We moved in to the schoolhouse long before it was ready for us. We had successfully divided the upstairs into four bedrooms and a bath…most people managed to live with just one bath back then. Besides, we really couldn’t afford to put I two.

At the time Joe was the PR man for the Philadelphia Zoo and he used to bring home animals every once in a while because it was easier to have them at the house when he got ready to take them to local schools or an occasional television show.

On one memorable night he arrived home with a sack of four snakes, (one for each child to play with) a chimpanzee, a monkey or two and a lion cub. All of these he deposited in our bedroom because the animals loved the heat up there.

Most unfortunately, it snowed very hard that evening and we were stuck in the house with all the wildlife for several days. It was okay with the chimp and the monkeys…they went swinging all around the house. And the snakes were taken out for an airing and feeding as needed. My role in all this was to pretend I wasn’t terrified of snakes and having monkeys jumping all around was just grand fun! I was, if I say so myself, very convincing. But then there was the lion cub…a 40 pound little bundle of – is hate too strong a word? But cute.
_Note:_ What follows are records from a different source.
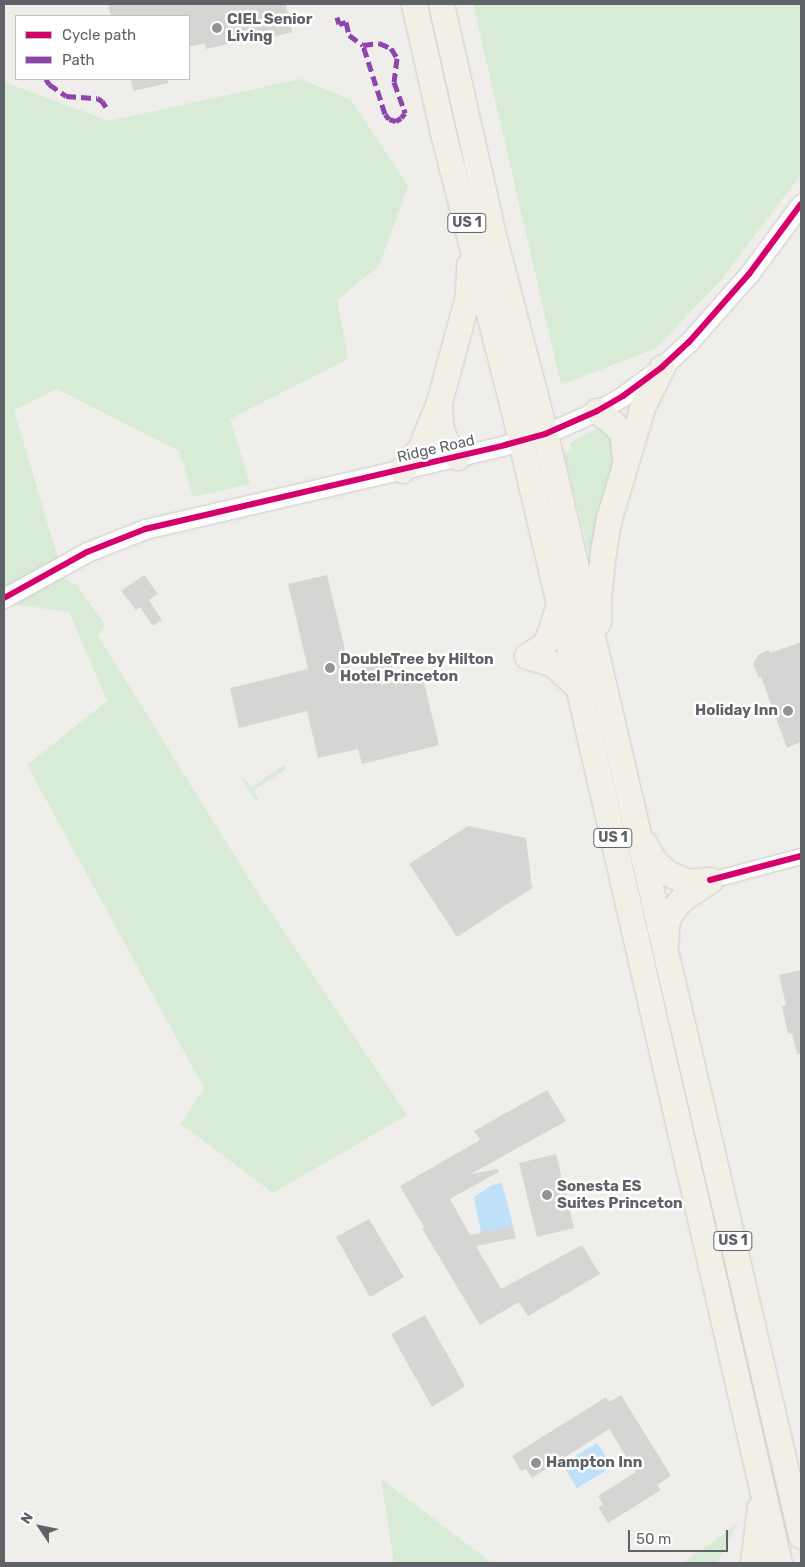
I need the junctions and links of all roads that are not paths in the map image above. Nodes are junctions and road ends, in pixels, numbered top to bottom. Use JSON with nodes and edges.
{"nodes":[{"id":1,"x":414,"y":4,"type":"edge"},
{"id":2,"x":440,"y":4,"type":"edge"},
{"id":3,"x":801,"y":204,"type":"edge"},
{"id":4,"x":470,"y":235,"type":"junction"},
{"id":5,"x":662,"y":367,"type":"junction"},
{"id":6,"x":439,"y":402,"type":"junction"},
{"id":7,"x":596,"y":411,"type":"junction"},
{"id":8,"x":545,"y":434,"type":"junction"},
{"id":9,"x":520,"y":441,"type":"junction"},
{"id":10,"x":457,"y":457,"type":"junction"},
{"id":11,"x":625,"y":461,"type":"junction"},
{"id":12,"x":402,"y":470,"type":"junction"},
{"id":13,"x":4,"y":598,"type":"edge"},
{"id":14,"x":559,"y":603,"type":"junction"},
{"id":15,"x":600,"y":672,"type":"junction"},
{"id":16,"x":578,"y":687,"type":"junction"},
{"id":17,"x":637,"y":829,"type":"junction"},
{"id":18,"x":801,"y":856,"type":"edge"},
{"id":19,"x":710,"y":880,"type":"junction"},
{"id":20,"x":664,"y":947,"type":"junction"},
{"id":21,"x":762,"y":1492,"type":"junction"},
{"id":22,"x":801,"y":1531,"type":"edge"},
{"id":23,"x":753,"y":1563,"type":"edge"},
{"id":24,"x":779,"y":1563,"type":"edge"}],
"edges":[{"from":1,"to":4,"type":"highway","number":"US 1"},
{"from":2,"to":8,"type":"highway","number":"US 1"},
{"from":3,"to":5,"type":"street","name":"Ridge Road"},
{"from":4,"to":6,"type":"highway"},
{"from":4,"to":9,"type":"highway","number":"US 1"},
{"from":5,"to":7,"type":"street","name":"Ridge Road"},
{"from":5,"to":11,"type":"highway"},
{"from":6,"to":10,"type":"highway"},
{"from":6,"to":12,"type":"highway"},
{"from":7,"to":8,"type":"street","name":"Ridge Road"},
{"from":7,"to":11,"type":"highway"},
{"from":8,"to":9,"type":"street","name":"Ridge Road"},
{"from":8,"to":15,"type":"highway","number":"US 1"},
{"from":9,"to":10,"type":"street","name":"Ridge Road"},
{"from":9,"to":14,"type":"highway","number":"US 1"},
{"from":10,"to":12,"type":"street","name":"Ridge Road"},
{"from":11,"to":15,"type":"highway"},
{"from":12,"to":13,"type":"street","name":"Ridge Road"},
{"from":14,"to":16,"type":"highway","number":"US 1"},
{"from":14,"to":16,"type":"highway"},
{"from":15,"to":17,"type":"highway","number":"US 1"},
{"from":16,"to":21,"type":"highway","number":"US 1"},
{"from":17,"to":19,"type":"highway"},
{"from":17,"to":20,"type":"highway","number":"US 1"},
{"from":18,"to":19,"type":"street"},
{"from":19,"to":20,"type":"highway"},
{"from":20,"to":22,"type":"highway","number":"US 1"},
{"from":21,"to":23,"type":"highway"},
{"from":21,"to":24,"type":"highway","number":"US 1"}]}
Meantime, we had not yet installed the hardwood flooring and the animals spent three days there, smelling up the place and soaking through piles and piles of newspaper and sub flooring. The house smelled like – surprise – a ZOO!
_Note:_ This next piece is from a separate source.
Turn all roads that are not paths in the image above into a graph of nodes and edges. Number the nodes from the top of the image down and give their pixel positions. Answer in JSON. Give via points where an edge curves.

However, on the fourth day the sun rose and shone happily down on us all. Most of the animals were in great shape. They’d really enjoyed the visit. But the little lion? Well, he was suffering from three days in his cage and he REALLY needed a bath.

Together Joe and I attacked the problem mentally. Finally Joe said that he would hold the little boy and I should take a wash cloth and wash his pretty little face.

Always ready to help – hey, it’s my story so you get my version – I agreed. Joe lifted the baby out of his cage It growled and clawed at the air. But it wasn’t until I approached it head on with a warm cloth and soap, that it realized what was in store for it…and objected strenuously. I backed off. Joe took a firmer grip and I tried again. The cub let loose a great bellow of objection and tried to scratch my face off. It roared and twisted and Joe and I stood there…What next?

What next turned out to be music. I started to sing and suddenly the lion turned into a lamb. It hung loosely in Joe’s arms while I washed and dried it. He only bellowed if I stopped.

Joe packed up the many animals and the kids and took them all to their assigned schools, where Anthony got into a great battle when he told his classmates about our guests and they called him a liar.

Of course, with the animals gone, the stench remained so we had to put in new sub flooring which we did in a great hurry.

All of this activity took a little more than a year…and that doesn’t include digging out the basement or where the conveyor belt came from that made that job possible. It showed up one day and it was much too helpful for me to challenge its rightful address.

We only lived in Birchrunville for three and a half years but it was an outstanding time and I would suggest – no, wonderful as it was I wouldn’t suggest – you undertake this kind of adventure unless you can afford to bring in people who know what they are doing.



After thought. It occurred to me that I have been missing something in today’s ever more mechanize world. It is TENDERNESS. How long has it been since you’ve even heard the word?